張本宇:對強AI沒有一個像圖靈測試那樣公認定義的標準,除了有時候有一些看得見的經濟價格之外,很多時候也用在別的領域,像軍事、政治等。它會不會到來?其實我現在不知道,如果要給一個觀點的話,說一句不負責任的話,強AI我們沒辦法預測,如果它會來,它就會來,我們也不知道它是否已經來了。
汪冠春:非常有意思,我自己的寶寶出生在5、6年前,那時候我在百度公司,說百度大腦是3歲兒童的智力,我們如果把通用AI定義成像人一樣學習,跟世界交互,這樣定義的話,AI發展水平的速度及不上我寶寶的發展水平。今天我看到AI的解決方案越來越人性化,在某些特定點上,可以做到接近人甚至超出人的水平,我自己感覺,有些特殊領域當中,像客服、銷售、助教、醫助、律師助理,甚至是投資顧問等等,這些角色是會被AI一點點替代的,這塊我非常有信心。所以AI解決方案會變得更加個性化和人性化。
姚建華:我認為AI技術的共享是一個關鍵,騰訊這樣的大公司自己本身擁有很強的AI實力,我們只有把AI實力為一些中小企業和傳統行業分享、賦能,才能真正把技術運用到實際場景,真正讓AI無所不在。
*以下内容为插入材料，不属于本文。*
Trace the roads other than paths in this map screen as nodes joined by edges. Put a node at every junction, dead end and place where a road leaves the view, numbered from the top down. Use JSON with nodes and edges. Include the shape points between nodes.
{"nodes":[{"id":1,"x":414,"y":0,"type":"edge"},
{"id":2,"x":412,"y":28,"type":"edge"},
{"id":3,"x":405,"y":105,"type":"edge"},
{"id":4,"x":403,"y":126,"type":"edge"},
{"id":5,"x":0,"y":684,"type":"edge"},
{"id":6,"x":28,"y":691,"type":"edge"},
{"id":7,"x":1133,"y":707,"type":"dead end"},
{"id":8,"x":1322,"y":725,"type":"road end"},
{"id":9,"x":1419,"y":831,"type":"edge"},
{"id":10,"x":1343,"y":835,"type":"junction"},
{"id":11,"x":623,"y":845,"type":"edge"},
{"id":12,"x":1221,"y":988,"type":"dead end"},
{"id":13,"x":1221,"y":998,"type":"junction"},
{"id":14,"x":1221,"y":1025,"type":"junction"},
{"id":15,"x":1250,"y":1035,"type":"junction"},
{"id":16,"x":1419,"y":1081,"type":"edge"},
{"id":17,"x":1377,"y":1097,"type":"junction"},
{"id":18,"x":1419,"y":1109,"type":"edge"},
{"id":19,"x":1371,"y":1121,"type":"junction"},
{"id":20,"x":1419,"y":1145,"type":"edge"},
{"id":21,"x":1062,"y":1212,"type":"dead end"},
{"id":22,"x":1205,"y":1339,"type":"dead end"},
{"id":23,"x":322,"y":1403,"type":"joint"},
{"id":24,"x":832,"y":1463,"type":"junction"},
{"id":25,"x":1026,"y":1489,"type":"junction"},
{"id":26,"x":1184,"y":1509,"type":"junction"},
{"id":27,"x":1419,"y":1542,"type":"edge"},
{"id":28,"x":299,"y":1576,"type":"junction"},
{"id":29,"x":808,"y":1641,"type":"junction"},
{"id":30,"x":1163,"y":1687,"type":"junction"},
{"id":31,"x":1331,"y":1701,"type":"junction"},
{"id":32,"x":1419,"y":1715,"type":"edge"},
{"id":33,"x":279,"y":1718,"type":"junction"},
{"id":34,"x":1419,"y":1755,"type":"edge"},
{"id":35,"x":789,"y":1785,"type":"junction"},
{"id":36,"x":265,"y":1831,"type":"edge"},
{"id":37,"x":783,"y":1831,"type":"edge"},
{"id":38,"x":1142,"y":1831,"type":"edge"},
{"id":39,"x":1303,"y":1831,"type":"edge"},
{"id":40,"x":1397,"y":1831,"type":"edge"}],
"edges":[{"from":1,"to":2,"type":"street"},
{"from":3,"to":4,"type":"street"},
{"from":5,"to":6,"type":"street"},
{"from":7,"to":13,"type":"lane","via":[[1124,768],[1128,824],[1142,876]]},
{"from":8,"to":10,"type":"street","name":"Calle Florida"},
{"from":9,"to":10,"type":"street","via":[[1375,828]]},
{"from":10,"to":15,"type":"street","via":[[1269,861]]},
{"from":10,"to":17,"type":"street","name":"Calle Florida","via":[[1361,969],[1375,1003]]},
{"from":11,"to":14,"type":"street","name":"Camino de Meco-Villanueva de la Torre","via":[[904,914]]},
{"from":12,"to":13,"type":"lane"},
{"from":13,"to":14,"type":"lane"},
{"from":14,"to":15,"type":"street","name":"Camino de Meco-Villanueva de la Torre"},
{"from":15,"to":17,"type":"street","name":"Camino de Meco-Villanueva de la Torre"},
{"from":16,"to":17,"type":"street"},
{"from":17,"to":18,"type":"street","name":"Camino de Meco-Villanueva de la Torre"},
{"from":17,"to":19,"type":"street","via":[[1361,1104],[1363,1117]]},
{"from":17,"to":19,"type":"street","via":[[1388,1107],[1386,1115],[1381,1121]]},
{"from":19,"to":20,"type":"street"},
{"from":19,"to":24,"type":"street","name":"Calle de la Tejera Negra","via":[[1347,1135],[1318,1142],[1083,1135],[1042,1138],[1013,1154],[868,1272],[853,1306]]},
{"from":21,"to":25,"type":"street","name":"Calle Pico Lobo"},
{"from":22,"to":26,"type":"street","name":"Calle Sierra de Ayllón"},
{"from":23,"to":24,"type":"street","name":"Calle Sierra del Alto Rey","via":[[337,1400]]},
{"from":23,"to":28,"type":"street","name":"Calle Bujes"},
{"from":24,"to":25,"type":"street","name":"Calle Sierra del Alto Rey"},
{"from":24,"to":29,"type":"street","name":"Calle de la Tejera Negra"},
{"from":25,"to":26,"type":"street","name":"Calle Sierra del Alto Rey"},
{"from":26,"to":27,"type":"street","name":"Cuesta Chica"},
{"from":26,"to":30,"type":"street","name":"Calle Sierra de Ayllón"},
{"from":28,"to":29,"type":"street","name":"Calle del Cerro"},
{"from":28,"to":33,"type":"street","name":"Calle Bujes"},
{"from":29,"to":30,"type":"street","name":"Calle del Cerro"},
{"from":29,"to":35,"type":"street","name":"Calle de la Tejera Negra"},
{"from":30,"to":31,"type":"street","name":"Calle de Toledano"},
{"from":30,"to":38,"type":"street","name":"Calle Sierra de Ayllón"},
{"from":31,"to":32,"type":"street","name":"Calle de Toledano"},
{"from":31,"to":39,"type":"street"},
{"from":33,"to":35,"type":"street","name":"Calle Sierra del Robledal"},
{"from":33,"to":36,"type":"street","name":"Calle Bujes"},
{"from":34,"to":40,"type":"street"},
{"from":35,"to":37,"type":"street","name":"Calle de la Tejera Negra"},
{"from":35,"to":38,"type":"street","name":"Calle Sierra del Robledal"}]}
現在AI的加速器也在賦能中小企業,騰訊在這方面做了很多努力,包括我們即將開源的一個模型壓縮的框架,還有我們即將開源的全球最大的數據庫。我覺得就是大企業跟中小企業共同合作,共同共享這項資源,才能促進AI的發展。
傅盛:從哲學的角度來說,我是覺得,我們認為別的東西不能超越人,像是一個自我中心論。從哲學角度我堅信一定有生命的形式超越人,從科學角度,我不太懂是不是今天這種神經網絡的算法模式能夠超越人的生命。從現實角度,我個人在我看得到的領域里,我更看好的是,現在做的一個腦機交互的界面,我覺得這就是被AI武裝起來的人類的大腦,可能會是比人更強的,如果我們人類叫生命2.0,那么它可能是生命2.5、2.6,可能這種形式在我們看得到的未來會很快出現。